• **What this task involves**
Every line from the line containing "Turn the roads" to the end of the data must appear in the answer exactly as it appears there, and nothing else.

Working data Block Start

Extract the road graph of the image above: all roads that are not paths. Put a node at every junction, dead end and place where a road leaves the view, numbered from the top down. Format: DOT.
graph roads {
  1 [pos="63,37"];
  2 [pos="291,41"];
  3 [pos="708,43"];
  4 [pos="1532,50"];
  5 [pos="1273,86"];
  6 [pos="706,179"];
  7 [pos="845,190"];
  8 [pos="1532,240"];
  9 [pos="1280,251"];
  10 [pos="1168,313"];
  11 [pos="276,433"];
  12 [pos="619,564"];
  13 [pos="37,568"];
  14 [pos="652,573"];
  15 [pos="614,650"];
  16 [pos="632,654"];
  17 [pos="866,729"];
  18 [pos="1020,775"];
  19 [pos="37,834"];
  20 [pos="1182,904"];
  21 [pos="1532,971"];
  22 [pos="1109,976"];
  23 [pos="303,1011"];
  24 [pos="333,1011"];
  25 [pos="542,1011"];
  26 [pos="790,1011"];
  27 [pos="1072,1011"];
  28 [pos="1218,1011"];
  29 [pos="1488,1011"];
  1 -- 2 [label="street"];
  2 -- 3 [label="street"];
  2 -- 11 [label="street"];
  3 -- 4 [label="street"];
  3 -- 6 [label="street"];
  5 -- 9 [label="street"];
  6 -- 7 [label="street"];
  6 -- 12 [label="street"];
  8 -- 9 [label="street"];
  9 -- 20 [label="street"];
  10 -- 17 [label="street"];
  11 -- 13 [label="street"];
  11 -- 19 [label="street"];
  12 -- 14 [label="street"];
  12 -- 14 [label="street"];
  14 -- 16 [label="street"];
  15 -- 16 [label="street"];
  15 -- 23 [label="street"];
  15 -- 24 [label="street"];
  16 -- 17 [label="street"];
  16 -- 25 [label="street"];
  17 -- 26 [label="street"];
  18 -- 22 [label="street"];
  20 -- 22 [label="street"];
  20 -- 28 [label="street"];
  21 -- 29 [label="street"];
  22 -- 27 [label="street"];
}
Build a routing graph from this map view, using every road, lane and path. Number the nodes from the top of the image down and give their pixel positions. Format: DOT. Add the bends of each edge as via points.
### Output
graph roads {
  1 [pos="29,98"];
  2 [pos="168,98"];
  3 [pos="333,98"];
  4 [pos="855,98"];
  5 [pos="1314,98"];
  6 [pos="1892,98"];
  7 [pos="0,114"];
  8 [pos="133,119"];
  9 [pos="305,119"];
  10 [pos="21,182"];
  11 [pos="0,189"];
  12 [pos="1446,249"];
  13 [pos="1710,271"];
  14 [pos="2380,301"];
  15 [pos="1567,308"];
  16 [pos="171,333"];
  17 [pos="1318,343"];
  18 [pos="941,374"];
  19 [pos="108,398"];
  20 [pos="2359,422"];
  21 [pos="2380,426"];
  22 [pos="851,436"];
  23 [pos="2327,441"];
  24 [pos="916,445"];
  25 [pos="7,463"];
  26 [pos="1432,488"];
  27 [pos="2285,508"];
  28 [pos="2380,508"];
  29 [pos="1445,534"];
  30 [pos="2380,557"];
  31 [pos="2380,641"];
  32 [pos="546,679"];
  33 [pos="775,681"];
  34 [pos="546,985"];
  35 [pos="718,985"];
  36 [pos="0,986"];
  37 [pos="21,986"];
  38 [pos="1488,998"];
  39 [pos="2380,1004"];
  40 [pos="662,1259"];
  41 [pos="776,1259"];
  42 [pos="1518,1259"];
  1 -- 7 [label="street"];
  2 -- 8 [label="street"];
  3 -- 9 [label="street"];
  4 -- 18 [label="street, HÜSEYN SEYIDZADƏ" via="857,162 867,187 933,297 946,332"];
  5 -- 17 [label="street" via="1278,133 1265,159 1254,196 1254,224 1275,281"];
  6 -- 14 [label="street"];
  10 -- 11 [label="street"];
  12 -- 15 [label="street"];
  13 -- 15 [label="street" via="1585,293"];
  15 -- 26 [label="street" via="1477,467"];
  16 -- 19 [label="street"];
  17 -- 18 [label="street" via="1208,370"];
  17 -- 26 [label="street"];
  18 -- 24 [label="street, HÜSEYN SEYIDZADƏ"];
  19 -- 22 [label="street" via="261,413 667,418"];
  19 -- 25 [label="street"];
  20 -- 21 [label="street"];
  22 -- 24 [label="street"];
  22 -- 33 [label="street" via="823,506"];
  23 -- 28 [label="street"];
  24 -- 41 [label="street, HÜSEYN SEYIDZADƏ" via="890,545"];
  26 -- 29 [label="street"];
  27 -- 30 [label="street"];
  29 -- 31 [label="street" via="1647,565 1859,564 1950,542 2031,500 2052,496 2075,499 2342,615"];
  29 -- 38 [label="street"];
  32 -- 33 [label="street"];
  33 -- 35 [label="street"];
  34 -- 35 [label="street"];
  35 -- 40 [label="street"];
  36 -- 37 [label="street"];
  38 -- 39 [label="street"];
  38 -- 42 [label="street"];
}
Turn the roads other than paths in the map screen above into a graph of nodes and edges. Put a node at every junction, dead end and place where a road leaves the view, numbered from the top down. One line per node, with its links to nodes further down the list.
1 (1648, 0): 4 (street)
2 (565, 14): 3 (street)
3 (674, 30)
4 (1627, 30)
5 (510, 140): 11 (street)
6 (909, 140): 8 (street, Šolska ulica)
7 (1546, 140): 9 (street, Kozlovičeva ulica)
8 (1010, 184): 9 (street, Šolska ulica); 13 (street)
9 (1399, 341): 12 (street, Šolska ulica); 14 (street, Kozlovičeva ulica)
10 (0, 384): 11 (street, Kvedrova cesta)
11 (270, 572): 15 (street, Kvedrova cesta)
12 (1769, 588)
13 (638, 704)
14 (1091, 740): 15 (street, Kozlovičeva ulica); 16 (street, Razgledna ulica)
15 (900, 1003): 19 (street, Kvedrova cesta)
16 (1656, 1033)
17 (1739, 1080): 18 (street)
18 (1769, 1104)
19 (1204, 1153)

Working data Block End

• **Result of this exercise**
Turn the roads other than paths in the map screen above into a graph of nodes and edges. Put a node at every junction, dead end and place where a road leaves the view, numbered from the top down. One line per node, with its links to nodes further down the list.
1 (1648, 0): 4 (street)
2 (565, 14): 3 (street)
3 (674, 30)
4 (1627, 30)
5 (510, 140): 11 (street)
6 (909, 140): 8 (street, Šolska ulica)
7 (1546, 140): 9 (street, Kozlovičeva ulica)
8 (1010, 184): 9 (street, Šolska ulica); 13 (street)
9 (1399, 341): 12 (street, Šolska ulica); 14 (street, Kozlovičeva ulica)
10 (0, 384): 11 (street, Kvedrova cesta)
11 (270, 572): 15 (street, Kvedrova cesta)
12 (1769, 588)
13 (638, 704)
14 (1091, 740): 15 (street, Kozlovičeva ulica); 16 (street, Razgledna ulica)
15 (900, 1003): 19 (street, Kvedrova cesta)
16 (1656, 1033)
17 (1739, 1080): 18 (street)
18 (1769, 1104)
19 (1204, 1153)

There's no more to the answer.